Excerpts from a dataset

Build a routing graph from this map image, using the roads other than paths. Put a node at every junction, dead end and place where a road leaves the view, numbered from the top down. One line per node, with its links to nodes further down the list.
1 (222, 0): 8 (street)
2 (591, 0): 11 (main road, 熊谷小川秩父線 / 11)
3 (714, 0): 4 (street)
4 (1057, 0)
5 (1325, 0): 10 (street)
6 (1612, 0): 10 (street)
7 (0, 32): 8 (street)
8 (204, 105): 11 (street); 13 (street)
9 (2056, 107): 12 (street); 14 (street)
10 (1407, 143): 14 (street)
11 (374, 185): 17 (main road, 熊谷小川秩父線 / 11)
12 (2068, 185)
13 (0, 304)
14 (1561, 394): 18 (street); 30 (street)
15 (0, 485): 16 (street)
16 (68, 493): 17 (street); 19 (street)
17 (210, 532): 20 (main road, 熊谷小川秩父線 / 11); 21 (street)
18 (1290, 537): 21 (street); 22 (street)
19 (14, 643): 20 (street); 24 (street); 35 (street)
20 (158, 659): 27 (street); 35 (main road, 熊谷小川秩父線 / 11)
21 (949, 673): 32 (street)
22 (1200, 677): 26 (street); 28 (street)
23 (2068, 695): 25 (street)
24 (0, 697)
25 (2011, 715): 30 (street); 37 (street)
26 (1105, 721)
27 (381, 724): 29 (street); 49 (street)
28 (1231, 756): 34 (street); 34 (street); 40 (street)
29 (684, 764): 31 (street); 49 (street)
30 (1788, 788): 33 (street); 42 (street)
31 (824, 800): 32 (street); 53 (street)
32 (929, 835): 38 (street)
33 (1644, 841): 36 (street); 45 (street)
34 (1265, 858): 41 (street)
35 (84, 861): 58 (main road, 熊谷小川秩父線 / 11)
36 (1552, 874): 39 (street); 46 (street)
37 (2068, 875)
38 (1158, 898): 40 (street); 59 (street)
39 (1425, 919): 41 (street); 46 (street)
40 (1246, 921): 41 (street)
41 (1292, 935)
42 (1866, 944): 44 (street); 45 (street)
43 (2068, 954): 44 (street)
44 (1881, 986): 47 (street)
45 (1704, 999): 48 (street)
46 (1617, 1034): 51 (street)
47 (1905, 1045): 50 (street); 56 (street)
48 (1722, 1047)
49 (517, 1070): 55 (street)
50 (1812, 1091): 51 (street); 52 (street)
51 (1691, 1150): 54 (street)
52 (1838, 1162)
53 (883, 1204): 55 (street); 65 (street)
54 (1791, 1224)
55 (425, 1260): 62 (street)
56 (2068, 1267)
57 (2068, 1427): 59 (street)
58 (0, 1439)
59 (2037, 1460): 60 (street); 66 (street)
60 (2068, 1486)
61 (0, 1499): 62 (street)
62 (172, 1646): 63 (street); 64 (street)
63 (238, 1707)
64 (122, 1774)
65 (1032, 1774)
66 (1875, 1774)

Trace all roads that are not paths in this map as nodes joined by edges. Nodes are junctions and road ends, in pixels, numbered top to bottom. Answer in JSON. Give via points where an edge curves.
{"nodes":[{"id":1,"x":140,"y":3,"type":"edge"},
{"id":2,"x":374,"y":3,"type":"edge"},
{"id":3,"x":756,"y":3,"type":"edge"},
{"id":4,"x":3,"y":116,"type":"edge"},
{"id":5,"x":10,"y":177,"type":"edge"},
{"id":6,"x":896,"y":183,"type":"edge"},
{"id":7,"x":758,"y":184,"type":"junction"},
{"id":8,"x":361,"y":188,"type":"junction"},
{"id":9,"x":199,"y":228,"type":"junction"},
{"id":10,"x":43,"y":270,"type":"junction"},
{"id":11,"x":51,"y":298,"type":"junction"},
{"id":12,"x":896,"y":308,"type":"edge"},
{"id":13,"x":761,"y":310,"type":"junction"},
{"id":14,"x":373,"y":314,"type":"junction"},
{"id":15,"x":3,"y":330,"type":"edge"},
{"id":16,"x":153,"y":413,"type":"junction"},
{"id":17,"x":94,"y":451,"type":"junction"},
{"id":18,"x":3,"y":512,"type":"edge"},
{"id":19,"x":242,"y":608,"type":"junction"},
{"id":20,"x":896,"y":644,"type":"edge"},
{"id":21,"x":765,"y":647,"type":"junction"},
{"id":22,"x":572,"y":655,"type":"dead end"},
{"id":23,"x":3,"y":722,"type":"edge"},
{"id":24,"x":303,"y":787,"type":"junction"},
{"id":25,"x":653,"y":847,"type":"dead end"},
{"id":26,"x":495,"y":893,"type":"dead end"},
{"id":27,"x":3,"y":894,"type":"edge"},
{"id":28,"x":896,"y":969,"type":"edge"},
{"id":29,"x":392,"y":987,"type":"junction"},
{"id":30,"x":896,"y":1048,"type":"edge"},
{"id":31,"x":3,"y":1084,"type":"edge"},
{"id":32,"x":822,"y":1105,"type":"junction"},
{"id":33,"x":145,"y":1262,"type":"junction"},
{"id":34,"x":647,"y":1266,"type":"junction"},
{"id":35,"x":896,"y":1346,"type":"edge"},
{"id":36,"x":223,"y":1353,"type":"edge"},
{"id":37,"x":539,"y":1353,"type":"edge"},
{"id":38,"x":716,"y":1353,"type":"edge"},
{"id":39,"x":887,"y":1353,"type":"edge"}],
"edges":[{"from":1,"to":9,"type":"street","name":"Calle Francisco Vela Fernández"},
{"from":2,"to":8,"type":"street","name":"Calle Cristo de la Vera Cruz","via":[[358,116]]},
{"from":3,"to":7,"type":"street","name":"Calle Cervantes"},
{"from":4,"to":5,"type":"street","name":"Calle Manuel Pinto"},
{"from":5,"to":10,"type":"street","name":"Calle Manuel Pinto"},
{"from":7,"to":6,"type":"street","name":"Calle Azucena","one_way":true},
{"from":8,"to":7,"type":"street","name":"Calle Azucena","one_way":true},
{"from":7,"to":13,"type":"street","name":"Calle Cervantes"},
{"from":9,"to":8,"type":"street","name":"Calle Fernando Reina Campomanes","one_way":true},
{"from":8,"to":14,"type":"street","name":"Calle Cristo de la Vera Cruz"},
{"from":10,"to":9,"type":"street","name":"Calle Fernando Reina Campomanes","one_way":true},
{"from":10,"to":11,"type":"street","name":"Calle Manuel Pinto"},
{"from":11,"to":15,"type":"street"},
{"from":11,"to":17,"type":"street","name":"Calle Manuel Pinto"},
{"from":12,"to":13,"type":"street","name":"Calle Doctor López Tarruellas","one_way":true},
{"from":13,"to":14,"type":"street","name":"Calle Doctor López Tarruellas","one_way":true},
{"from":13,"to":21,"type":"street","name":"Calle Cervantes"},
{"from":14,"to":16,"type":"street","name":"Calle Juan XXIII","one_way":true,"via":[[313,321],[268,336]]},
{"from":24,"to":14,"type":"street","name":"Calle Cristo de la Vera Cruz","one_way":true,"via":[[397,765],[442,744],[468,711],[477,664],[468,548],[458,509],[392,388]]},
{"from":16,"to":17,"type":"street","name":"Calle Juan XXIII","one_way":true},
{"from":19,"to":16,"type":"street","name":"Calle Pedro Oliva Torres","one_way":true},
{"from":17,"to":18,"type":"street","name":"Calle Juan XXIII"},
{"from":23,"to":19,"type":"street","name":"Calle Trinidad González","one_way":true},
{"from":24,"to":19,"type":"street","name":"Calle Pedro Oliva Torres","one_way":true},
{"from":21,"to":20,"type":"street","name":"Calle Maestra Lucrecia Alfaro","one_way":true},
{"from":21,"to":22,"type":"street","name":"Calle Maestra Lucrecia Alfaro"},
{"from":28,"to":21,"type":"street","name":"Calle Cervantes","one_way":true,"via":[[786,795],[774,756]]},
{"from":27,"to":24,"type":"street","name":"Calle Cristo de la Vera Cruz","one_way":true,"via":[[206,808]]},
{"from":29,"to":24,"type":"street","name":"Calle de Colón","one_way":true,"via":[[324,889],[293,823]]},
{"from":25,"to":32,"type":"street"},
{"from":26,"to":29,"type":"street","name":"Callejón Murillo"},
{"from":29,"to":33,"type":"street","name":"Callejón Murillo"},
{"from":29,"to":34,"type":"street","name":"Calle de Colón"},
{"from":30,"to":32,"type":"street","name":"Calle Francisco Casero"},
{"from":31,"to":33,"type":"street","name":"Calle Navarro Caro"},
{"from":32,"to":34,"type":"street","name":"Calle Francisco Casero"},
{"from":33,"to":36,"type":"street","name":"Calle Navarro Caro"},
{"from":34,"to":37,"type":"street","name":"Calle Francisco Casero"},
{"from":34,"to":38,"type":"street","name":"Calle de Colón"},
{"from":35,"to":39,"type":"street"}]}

■ ASSIGNMENT
In the data above, each line holding "Alfaro" is to be found and copied.

■ OUTPUT OF THE EXERCISE
{"from":21,"to":20,"type":"street","name":"Calle Maestra Lucrecia Alfaro","one_way":true},
{"from":21,"to":22,"type":"street","name":"Calle Maestra Lucrecia Alfaro"},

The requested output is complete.